*TASK*:
Extract all lines that hold "highway" from the records below.

Stored data

· · · · ·

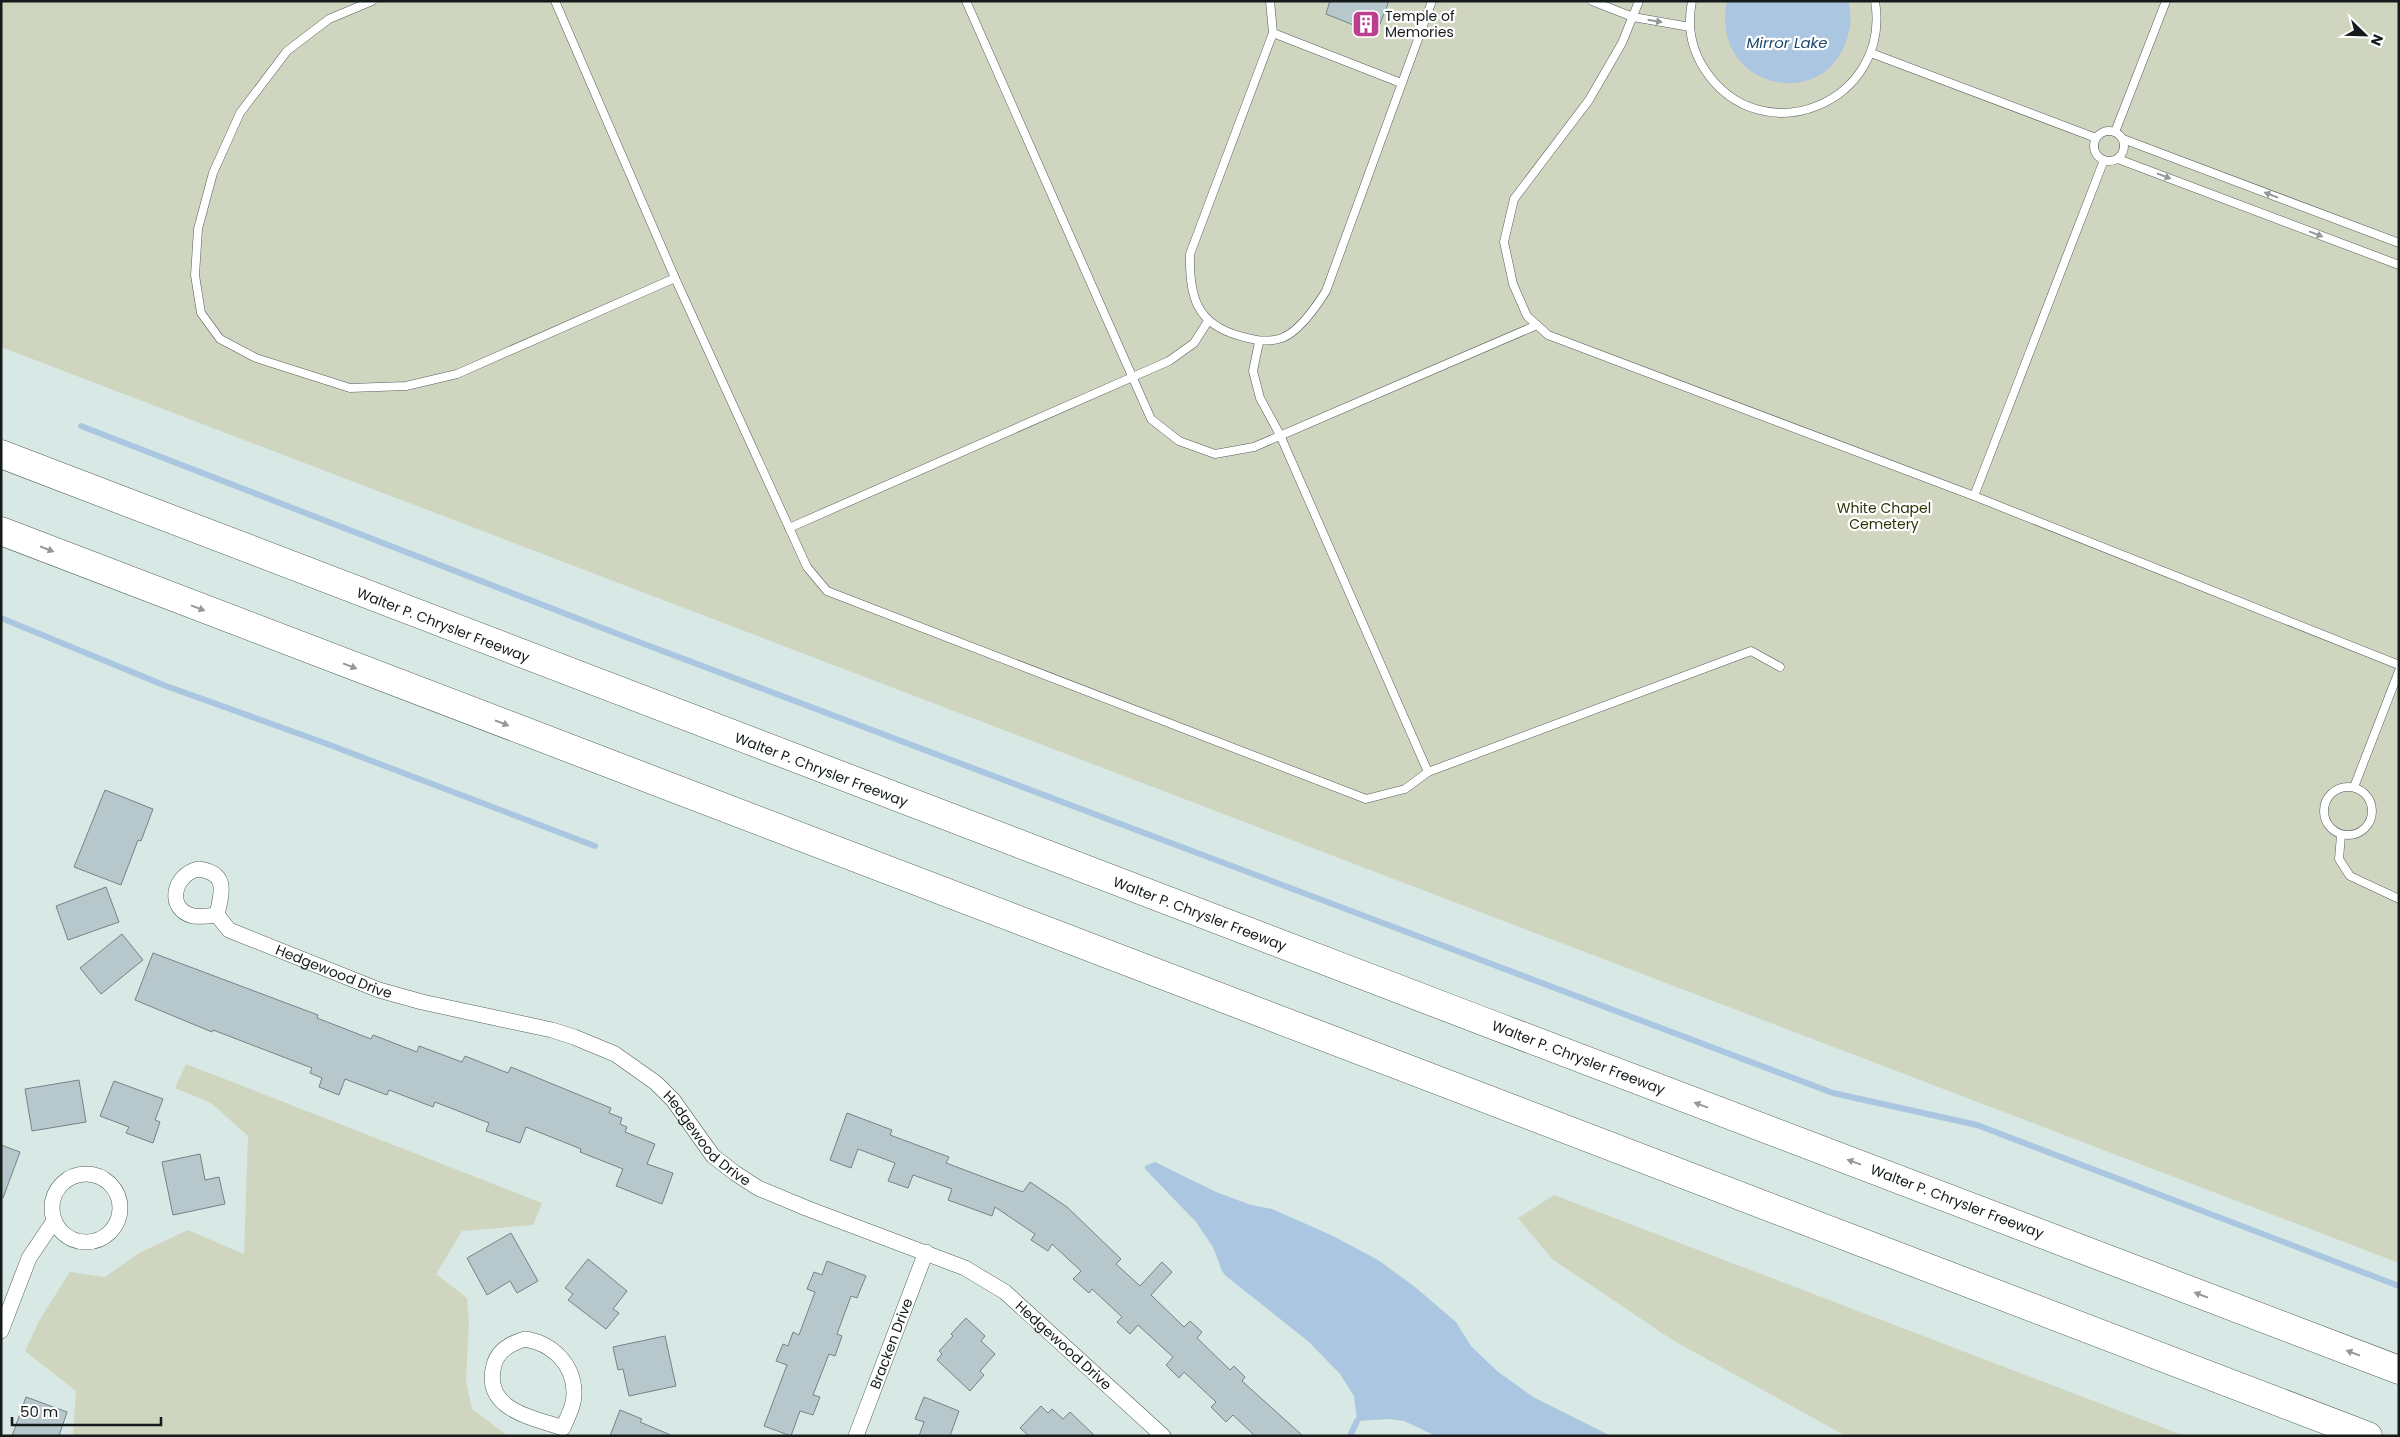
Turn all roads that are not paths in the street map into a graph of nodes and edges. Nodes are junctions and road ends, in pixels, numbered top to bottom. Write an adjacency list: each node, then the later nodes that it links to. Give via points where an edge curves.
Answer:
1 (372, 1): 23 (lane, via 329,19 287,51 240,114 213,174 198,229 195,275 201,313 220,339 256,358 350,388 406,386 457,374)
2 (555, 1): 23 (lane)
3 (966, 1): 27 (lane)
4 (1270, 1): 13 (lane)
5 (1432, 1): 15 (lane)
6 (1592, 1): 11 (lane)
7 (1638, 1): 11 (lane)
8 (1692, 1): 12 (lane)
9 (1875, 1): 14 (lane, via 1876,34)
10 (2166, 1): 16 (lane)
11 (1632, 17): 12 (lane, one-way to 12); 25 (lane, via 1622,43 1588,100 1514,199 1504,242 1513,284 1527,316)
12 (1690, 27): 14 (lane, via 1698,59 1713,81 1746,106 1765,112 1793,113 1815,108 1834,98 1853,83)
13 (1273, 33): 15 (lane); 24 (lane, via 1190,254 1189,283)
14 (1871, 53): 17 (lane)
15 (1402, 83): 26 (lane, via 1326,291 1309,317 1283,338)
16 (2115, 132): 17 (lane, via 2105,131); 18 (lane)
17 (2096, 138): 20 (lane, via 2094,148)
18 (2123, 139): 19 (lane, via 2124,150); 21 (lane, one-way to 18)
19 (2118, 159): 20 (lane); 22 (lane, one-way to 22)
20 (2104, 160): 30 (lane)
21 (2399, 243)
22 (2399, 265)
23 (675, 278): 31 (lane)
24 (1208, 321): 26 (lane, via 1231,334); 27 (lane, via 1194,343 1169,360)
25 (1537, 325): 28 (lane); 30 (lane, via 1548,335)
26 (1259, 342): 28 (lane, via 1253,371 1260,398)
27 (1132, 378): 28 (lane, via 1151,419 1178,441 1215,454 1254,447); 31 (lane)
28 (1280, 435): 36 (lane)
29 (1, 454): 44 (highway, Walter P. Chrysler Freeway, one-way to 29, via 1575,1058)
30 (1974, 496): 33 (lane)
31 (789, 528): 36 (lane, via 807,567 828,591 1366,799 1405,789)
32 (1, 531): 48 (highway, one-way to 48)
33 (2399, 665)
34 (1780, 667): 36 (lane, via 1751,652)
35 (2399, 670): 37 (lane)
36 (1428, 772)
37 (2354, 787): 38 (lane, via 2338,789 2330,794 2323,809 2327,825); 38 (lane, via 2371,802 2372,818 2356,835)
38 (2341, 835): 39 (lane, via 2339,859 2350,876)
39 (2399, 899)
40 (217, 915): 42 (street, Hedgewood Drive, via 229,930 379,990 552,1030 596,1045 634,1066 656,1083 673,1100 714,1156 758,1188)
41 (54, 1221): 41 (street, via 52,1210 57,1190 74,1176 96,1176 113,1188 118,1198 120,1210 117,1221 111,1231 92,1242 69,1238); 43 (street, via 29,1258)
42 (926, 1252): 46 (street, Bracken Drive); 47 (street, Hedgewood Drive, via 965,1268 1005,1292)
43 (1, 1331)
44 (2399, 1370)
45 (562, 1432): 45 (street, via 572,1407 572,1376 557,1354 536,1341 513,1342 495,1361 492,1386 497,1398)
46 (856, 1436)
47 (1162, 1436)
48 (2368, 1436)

· · · · ·

*SOLUTION TO THIS EXERCISE*:
29 (1, 454): 44 (highway, Walter P. Chrysler Freeway, one-way to 29, via 1575,1058)
32 (1, 531): 48 (highway, one-way to 48)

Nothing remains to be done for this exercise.